Rustem s’étant mis en route sans délai, Scheghad envoya un cavalier bien monté pour dire au roi de Kaboul que le héros au corps d’éléphant partait sans armée et qu’il fallait aller à sa rencontre pour lui demander pardon.

Le roi sortit de la ville, la langue pleine de miel, le cœur rempli de poison;

Mais quand son œil aperçut la figure de Rustem, il mit pied à terre d’aussi loin qu’il le vit, ôta de sa tête son bonnet indien et s’avança la tête nue et les mains posées sur le front;

Il ôta les bottines de ses pieds en poussant des lamentations et en versant des larmes de sang; il se prosterna, le visage sur la terre noire, et demanda, dans ces termes, pardon de ce qu’il avait dit à Scheghad:

Si ton esclave a été et assez insensé pour s’enivrer et a été arrogant dans cet état de folie, pardonne-lui sa faute et traite-le comme autrefois.

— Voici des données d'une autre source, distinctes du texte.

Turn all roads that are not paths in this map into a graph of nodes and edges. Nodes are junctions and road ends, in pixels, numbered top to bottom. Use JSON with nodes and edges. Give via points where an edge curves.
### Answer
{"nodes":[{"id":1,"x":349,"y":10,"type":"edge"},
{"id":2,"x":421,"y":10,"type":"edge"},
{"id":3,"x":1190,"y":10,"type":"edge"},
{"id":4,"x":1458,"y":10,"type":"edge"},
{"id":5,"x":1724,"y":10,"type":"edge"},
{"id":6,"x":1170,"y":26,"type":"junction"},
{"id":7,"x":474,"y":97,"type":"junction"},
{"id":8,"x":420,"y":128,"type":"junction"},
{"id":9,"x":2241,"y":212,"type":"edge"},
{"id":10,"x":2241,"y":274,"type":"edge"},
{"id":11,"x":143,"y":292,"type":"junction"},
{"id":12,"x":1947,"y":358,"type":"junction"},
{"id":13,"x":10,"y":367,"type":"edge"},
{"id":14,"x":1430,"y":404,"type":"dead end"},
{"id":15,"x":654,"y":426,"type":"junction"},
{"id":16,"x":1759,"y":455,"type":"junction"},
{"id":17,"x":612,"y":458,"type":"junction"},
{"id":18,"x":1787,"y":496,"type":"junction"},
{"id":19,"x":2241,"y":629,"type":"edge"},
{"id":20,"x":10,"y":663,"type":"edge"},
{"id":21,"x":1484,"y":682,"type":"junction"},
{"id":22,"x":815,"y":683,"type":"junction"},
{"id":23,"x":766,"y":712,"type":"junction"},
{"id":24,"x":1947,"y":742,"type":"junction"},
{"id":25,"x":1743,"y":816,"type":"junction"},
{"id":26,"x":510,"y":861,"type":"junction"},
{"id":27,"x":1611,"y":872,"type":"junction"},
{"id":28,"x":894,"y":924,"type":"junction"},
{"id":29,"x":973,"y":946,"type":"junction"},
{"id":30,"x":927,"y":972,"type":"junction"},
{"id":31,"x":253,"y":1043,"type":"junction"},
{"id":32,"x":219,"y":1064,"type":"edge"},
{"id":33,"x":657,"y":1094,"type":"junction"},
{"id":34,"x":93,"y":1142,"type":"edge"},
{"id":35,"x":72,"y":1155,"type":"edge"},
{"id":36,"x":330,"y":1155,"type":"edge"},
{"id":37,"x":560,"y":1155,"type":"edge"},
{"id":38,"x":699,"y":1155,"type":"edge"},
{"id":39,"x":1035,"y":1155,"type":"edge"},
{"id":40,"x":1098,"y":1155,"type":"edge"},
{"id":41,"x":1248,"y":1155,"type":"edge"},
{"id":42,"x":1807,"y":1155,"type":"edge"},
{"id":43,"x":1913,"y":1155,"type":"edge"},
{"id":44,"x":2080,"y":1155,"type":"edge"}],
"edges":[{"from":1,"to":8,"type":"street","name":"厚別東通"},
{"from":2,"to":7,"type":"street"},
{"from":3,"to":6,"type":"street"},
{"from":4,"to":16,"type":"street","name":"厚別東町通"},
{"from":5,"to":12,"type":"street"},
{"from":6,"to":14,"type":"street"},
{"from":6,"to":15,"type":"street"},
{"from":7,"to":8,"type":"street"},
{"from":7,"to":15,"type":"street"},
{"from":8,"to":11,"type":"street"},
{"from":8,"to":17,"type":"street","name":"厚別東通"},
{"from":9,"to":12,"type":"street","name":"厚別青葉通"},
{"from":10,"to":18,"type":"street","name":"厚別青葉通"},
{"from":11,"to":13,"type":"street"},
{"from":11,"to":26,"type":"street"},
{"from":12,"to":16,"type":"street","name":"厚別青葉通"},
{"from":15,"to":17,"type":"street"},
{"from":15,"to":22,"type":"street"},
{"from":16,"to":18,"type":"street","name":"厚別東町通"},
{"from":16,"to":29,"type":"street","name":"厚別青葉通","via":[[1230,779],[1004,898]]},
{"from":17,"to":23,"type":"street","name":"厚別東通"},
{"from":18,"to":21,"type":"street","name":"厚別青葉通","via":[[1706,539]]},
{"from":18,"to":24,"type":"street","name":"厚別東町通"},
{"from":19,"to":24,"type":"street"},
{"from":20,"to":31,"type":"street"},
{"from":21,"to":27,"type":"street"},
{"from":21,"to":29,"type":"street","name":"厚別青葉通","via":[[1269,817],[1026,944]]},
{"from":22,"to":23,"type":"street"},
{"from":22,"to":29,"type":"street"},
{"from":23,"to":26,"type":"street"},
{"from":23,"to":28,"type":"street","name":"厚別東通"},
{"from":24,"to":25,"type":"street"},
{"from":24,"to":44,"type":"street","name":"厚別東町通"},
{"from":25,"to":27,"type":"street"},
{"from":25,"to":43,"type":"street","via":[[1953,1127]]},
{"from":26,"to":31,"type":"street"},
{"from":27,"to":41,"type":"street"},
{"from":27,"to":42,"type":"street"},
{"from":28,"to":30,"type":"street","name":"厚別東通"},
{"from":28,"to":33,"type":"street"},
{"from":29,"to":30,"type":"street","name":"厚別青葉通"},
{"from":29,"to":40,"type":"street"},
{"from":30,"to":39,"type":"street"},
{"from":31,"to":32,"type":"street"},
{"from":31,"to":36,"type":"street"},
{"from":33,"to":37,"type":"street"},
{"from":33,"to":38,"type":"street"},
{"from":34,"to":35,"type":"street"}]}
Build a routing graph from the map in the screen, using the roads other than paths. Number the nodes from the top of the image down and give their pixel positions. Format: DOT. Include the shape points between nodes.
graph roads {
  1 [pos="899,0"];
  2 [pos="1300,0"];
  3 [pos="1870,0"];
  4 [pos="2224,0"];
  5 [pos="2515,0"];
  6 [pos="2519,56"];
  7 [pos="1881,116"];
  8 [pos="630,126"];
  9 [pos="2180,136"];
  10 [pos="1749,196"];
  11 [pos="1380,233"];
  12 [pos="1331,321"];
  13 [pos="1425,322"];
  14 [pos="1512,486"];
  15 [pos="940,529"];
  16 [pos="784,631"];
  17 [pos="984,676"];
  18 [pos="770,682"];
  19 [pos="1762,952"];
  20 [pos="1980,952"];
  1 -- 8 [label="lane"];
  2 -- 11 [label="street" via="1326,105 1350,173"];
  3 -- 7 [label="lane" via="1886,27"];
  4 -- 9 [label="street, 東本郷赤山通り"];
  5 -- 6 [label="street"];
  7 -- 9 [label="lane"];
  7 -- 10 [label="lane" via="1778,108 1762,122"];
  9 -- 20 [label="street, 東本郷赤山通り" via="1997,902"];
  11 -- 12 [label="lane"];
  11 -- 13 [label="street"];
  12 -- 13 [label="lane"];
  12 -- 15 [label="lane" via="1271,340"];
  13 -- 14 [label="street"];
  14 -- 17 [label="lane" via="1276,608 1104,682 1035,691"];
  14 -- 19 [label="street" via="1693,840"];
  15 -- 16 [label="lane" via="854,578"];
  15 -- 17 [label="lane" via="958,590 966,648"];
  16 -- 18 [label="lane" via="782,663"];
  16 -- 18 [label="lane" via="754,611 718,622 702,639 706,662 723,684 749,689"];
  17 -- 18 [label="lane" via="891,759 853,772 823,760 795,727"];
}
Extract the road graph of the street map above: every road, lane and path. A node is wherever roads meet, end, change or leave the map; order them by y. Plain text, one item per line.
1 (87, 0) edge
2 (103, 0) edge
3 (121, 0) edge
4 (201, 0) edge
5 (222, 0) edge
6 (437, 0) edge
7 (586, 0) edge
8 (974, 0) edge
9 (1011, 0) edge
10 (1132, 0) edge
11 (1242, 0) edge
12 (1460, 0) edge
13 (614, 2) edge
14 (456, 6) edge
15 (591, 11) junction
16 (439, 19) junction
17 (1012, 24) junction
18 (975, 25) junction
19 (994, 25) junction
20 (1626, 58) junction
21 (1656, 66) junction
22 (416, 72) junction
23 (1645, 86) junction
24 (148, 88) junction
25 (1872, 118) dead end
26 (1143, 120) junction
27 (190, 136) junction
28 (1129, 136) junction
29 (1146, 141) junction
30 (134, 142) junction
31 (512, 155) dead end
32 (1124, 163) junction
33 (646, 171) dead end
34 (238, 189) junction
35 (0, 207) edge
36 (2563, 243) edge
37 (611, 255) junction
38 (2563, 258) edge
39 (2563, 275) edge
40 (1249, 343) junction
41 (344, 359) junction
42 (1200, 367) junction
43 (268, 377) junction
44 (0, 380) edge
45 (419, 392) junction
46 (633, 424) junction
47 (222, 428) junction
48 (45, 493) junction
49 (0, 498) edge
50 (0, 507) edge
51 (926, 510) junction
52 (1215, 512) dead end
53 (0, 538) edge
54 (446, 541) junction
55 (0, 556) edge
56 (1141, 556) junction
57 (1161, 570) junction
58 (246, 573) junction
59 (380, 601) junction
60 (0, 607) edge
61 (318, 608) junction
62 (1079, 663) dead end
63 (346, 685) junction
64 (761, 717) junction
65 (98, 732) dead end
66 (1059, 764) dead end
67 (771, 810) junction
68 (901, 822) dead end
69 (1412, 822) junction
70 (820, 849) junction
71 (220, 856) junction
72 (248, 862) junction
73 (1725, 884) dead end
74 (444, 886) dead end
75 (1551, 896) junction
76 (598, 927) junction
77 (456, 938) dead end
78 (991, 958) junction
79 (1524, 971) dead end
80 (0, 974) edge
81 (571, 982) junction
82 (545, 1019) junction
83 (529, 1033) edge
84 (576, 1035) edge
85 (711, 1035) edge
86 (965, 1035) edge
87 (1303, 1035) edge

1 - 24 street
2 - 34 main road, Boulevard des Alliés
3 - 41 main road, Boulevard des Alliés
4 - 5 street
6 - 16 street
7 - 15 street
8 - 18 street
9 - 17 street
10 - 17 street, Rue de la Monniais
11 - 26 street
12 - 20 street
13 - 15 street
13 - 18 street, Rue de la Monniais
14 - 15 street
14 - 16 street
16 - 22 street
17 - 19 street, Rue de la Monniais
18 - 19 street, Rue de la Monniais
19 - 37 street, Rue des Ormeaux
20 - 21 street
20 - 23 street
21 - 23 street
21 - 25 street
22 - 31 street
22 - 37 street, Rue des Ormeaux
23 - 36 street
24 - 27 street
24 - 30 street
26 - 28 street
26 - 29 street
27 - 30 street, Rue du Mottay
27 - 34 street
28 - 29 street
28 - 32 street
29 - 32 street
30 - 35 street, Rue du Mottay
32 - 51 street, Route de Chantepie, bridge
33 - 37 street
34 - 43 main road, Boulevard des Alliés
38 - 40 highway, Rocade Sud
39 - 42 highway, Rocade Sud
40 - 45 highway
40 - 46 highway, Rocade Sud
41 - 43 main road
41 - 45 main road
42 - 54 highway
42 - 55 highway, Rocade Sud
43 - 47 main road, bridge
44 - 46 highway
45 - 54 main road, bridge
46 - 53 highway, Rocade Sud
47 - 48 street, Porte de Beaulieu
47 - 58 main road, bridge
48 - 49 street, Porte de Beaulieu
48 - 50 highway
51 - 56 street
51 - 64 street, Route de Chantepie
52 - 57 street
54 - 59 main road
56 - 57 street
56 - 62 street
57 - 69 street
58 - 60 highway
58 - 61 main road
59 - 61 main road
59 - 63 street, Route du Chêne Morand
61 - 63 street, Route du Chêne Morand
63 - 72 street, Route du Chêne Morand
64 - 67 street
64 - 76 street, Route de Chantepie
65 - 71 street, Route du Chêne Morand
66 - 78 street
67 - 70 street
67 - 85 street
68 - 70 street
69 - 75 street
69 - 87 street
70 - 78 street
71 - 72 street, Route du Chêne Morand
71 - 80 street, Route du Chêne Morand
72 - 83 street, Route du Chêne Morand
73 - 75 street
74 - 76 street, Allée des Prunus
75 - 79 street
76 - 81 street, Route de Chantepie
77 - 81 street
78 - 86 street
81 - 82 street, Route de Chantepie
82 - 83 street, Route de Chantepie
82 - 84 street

Il s’approcha les pieds nus, la tête pleine de desseins de vengeance et le cœur rempli de ruses.

Rustem lui pardonna, lui accorda de nouveaux honneurs, lui permit de se couvrir la tête et de se chausser les pieds, de monter à cheval et de se mettre en route.

Or, il y avait en face de la ville de Kaboul un lieu dont la verdure ravissait les âmes;

On y voyait de l’eau et des arbres, et l’on s’y arrêtait partout joyeusement.

Le roi y fit porter beaucoup de vivres et fit arranger une belle salle de festin;

Il envoya chercher du vin, appela des musiciens et fit asseoir les princes sur un trône royal.

Le roi dit à Rustem:

Quand tu auras envie de chasser, je possède un lieu où les bêtes fauves errent partout en troupeaux, dans la plaine et dans la montagne.

La montagne est remplie de béliers sauvages, la plaine est couverte d’onagres, et quiconque a un cheval rapide est sûr de prendre en cette plaine des onagres et des biches.

Il ne faut pas passer sans visiter ce lieu ravissant.

Ces paroles agitèrent Rustem, par l’attrait de cette plaine remplie de ruisseaux, de biches et d’onagres;

Car ce qui est destiné à amener la fin d’un homme agite toujours son cœur et pervertit son jugement.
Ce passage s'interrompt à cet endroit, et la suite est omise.